Thursday 16 May 2024

Missing the Lady B and Managing the Beetroot.

I attended the village school Well Dressing ceremony this lunchtime. It was held in the village hall which adjoins the school because it was raining and therefore too wet to be held at the actual well which stands at the side of the lane. (It seemed a little ironic that the well was put there to provide water, but it couldn’t be privy to its very own ceremony because there was too much of the stuff falling from the sky. Life can be a little surreal at times.)

Anyway, the main reason for my attendance was the presumption that I might get the chance to have a brief word with the Lady B whose eldest daughter attends the school.
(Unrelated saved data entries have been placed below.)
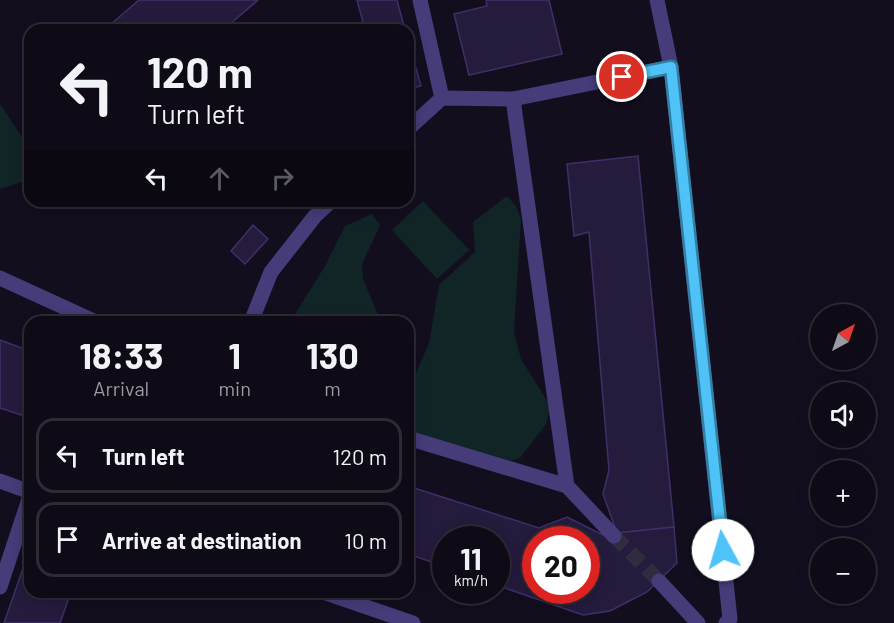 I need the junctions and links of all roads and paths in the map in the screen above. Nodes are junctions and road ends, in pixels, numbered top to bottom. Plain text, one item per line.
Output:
1 (420, 0) edge
2 (657, 0) edge
3 (671, 67) junction
4 (442, 98) junction
5 (513, 99) junction
6 (414, 124) edge
7 (325, 207) edge
8 (0, 278) edge
9 (83, 316) edge
10 (253, 316) edge
11 (414, 440) edge
12 (0, 481) edge
13 (567, 486) junction
14 (24, 491) edge
15 (24, 513) edge
16 (614, 536) tunnel mouth
17 (659, 581) tunnel mouth
18 (0, 587) edge
19 (340, 598) edge
20 (413, 623) edge
21 (698, 623) edge
22 (726, 623) edge

1 - 4 street
2 - 3 street
3 - 5 street
3 - 22 street
4 - 5 street
4 - 6 street
5 - 13 street
7 - 10 street
8 - 9 street
11 - 13 street
12 - 14 street
13 - 16 street
15 - 18 street
17 - 21 street
19 - 20 street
There’s something I’ve been itching to know ever since she completed the London Marathon, and also something I’ve been wanting to say to her.
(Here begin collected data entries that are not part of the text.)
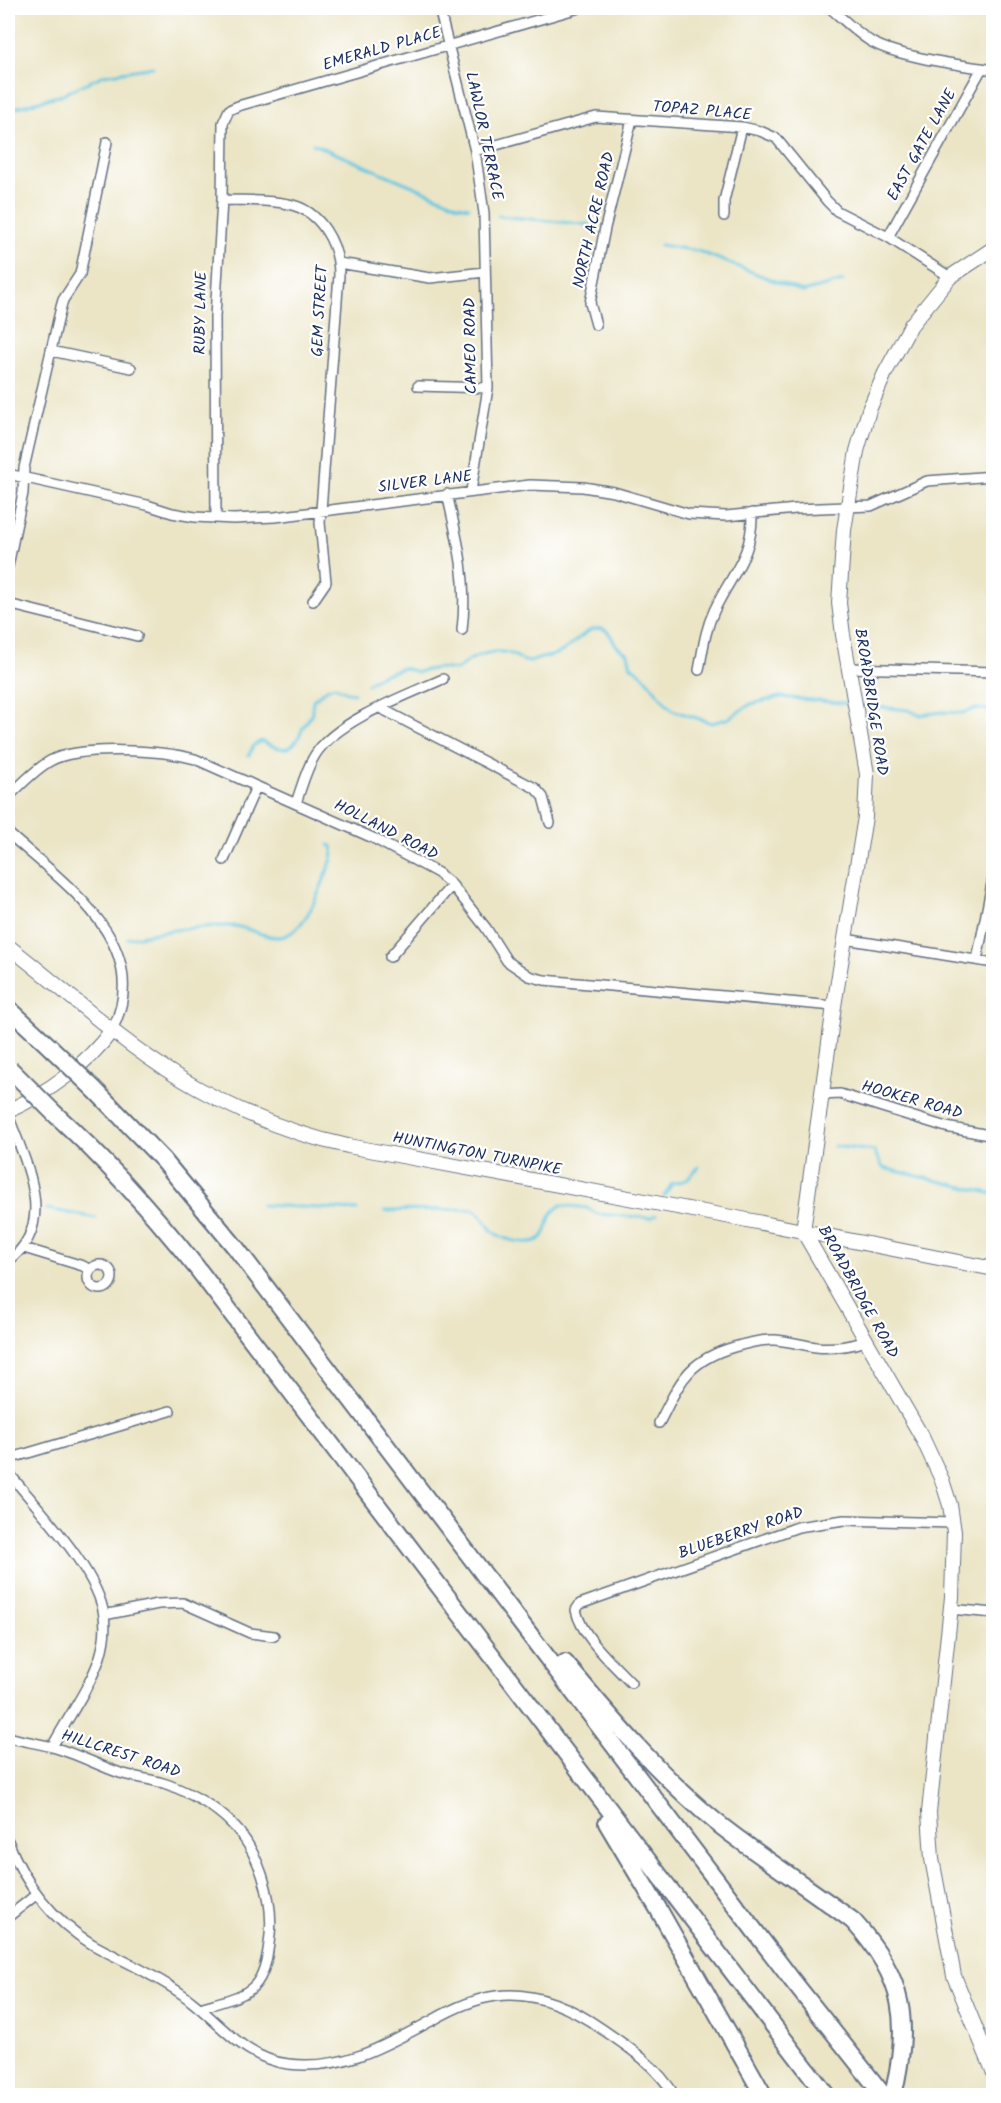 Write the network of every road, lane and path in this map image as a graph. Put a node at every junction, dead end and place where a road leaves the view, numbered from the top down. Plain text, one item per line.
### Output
1 (439, 8) edge
2 (579, 8) edge
3 (830, 8) edge
4 (448, 45) junction
5 (981, 68) junction
6 (993, 69) edge
7 (229, 110) joint
8 (632, 120) junction
9 (742, 128) junction
10 (107, 142) dead end
11 (475, 151) junction
12 (222, 200) junction
13 (724, 216) dead end
14 (888, 237) junction
15 (993, 248) edge
16 (339, 263) junction
17 (486, 272) junction
18 (951, 277) junction
19 (596, 325) dead end
20 (51, 351) junction
21 (131, 368) dead end
22 (418, 386) dead end
23 (488, 388) junction
24 (8, 474) edge
25 (993, 476) edge
26 (23, 478) junction
27 (471, 491) junction
28 (447, 494) junction
29 (847, 507) junction
30 (322, 510) junction
31 (752, 513) junction
32 (216, 518) junction
33 (8, 566) edge
34 (313, 601) dead end
35 (8, 604) edge
36 (462, 630) dead end
37 (138, 636) dead end
38 (849, 669) junction
39 (699, 670) dead end
40 (993, 672) edge
41 (444, 679) dead end
42 (380, 708) junction
43 (256, 787) junction
44 (8, 797) edge
45 (297, 803) junction
46 (550, 823) dead end
47 (8, 833) edge
48 (225, 860) dead end
49 (993, 873) edge
50 (452, 885) junction
51 (845, 939) junction
52 (8, 946) edge
53 (390, 957) dead end
54 (977, 960) junction
55 (993, 963) edge
56 (834, 1006) junction
57 (8, 1008) edge
58 (112, 1030) junction
59 (9, 1068) edge
60 (822, 1095) junction
61 (8, 1113) edge
62 (993, 1136) edge
63 (803, 1231) junction
64 (24, 1248) junction
65 (8, 1261) edge
66 (993, 1269) edge
67 (90, 1270) dead end
68 (867, 1341) junction
69 (170, 1411) dead end
70 (659, 1423) dead end
71 (8, 1460) edge
72 (8, 1472) edge
73 (442, 1518) junction
74 (953, 1523) junction
75 (950, 1609) junction
76 (993, 1613) edge
77 (104, 1614) junction
78 (274, 1636) dead end
79 (491, 1654) junction
80 (630, 1683) dead end
81 (8, 1737) edge
82 (52, 1747) junction
83 (8, 1841) edge
84 (37, 1894) junction
85 (8, 1917) edge
86 (200, 2008) junction
87 (993, 2073) edge
88 (675, 2096) edge
89 (764, 2096) edge
90 (827, 2096) edge
91 (884, 2096) edge
92 (893, 2096) edge

1 - 4 street, LAWLOR TERRACE
2 - 4 street, EMERALD PLACE
3 - 5 street
4 - 7 street, EMERALD PLACE
4 - 11 street, LAWLOR TERRACE
5 - 6 street
5 - 14 street, EAST GATE LANE
7 - 12 street, RUBY LANE
8 - 9 street, TOPAZ PLACE
8 - 11 street, TOPAZ PLACE
8 - 19 street, NORTH ACRE ROAD
9 - 13 street
9 - 14 street, TOPAZ PLACE
10 - 20 street
11 - 17 street, LAWLOR TERRACE
12 - 16 street, GEM STREET
12 - 32 street, RUBY LANE
14 - 18 street, TOPAZ PLACE
15 - 18 main road, BROADBRIDGE ROAD
16 - 17 street
16 - 30 street, GEM STREET
17 - 23 street, CAMEO ROAD
18 - 29 main road, BROADBRIDGE ROAD
20 - 21 street
20 - 26 street
22 - 23 street
23 - 27 street, CAMEO ROAD
24 - 26 street, SILVER LANE
25 - 29 street, SILVER LANE
26 - 32 street, SILVER LANE
26 - 33 street
27 - 28 street, SILVER LANE
27 - 31 street, SILVER LANE
28 - 30 street, SILVER LANE
28 - 36 street
29 - 31 street, SILVER LANE
29 - 38 main road, BROADBRIDGE ROAD
30 - 32 street, SILVER LANE
30 - 34 street, GEM STREET
31 - 39 street
35 - 37 street
38 - 40 street
38 - 51 main road, BROADBRIDGE ROAD
41 - 42 street
42 - 45 street
42 - 46 street
43 - 44 street, HOLLAND ROAD
43 - 45 street, HOLLAND ROAD
43 - 48 street
45 - 50 street, HOLLAND ROAD
47 - 58 street
49 - 54 street
50 - 53 street
50 - 56 street, HOLLAND ROAD
51 - 54 street
51 - 56 main road, BROADBRIDGE ROAD
52 - 58 main road, HUNTINGTON TURNPIKE
54 - 55 street
56 - 60 main road, BROADBRIDGE ROAD
57 - 73 highway, bridge
58 - 61 main road
58 - 63 main road, HUNTINGTON TURNPIKE
59 - 79 highway, bridge
60 - 62 street, HOOKER ROAD
60 - 63 main road, BROADBRIDGE ROAD
61 - 64 street
63 - 66 main road, HUNTINGTON TURNPIKE
63 - 68 main road, BROADBRIDGE ROAD
64 - 65 street
64 - 67 street
68 - 70 street
68 - 74 main road, BROADBRIDGE ROAD
69 - 71 street
72 - 77 street
73 - 91 highway
73 - 92 highway
74 - 75 main road, BROADBRIDGE ROAD
74 - 80 street, BLUEBERRY ROAD
75 - 76 street
75 - 87 main road, BROADBRIDGE ROAD
77 - 78 street
77 - 82 street
79 - 89 highway
79 - 90 highway
81 - 82 street, HILLCREST ROAD
82 - 86 street, HILLCREST ROAD
83 - 84 street
84 - 85 street
84 - 86 street
86 - 88 street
It didn’t work out. I stood in the doorway with random onlookers at one end of the hall, while the good lady stood with other mothers at the opposite end. Our eyes never met across the crowded room and so there was no conversation. It’s likely that she didn’t even notice me.
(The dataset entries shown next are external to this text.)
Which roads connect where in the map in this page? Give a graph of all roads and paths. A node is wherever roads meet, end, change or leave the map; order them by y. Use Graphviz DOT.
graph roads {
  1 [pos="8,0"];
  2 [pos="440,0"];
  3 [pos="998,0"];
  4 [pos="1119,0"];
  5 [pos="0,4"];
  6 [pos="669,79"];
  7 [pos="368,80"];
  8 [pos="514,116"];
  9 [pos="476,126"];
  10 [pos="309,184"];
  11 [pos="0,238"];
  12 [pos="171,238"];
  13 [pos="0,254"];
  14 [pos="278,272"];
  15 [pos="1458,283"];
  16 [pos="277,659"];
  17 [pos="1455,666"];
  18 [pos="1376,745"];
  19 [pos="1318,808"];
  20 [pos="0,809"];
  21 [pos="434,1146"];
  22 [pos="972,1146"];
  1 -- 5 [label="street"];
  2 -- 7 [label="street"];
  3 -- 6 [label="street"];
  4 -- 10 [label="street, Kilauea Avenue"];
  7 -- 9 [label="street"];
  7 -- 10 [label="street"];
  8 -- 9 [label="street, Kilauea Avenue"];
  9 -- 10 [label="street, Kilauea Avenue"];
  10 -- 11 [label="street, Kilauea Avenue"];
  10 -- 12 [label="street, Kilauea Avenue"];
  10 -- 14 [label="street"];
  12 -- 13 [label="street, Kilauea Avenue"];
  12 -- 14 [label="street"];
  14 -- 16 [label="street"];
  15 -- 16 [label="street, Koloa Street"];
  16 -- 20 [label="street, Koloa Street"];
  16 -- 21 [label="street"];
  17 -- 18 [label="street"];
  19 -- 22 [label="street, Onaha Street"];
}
But I did my best. I waited through the kiddies’ songs and the little speeches and the sound of some woman going on about something or other (religious I think), and when the matter was concluded I waited by the door as the parents filed out. The Lady B was not among them. I went back into the hall but she was nowhere to be seen in there either. Maybe she had spotted me and was hiding, or maybe she wasn’t. Maybe it was simply one of those days when presumptions are doomed to failure.

By that time I was feeling hungry because I’d delayed my lunch, so I went home and had beans on toast with pickled beetroot and some plum tomatoes. (I read somewhere once that beetroot is supposed to be good for heart conditions and I’ve become a bit of a fan ever since. Liquorice, on the other hand, is said to be bad for heart conditions, which is a shame because I love the stuff. In fact, most of the foods I like best are bad for heart conditions, which probably explains why I have one.)

And that led me to think about those attainments to which only the very best and very worst of human beings might be expected to aspire. They would include such things as committing an act of great courage to save lives, building a mighty empire, captaining the team which wins the rugby world cup, unseating a ruthless dictator en route to creating a better world, and so on and so forth. To me, it’s getting the slices of beetroot out of the bloody jar.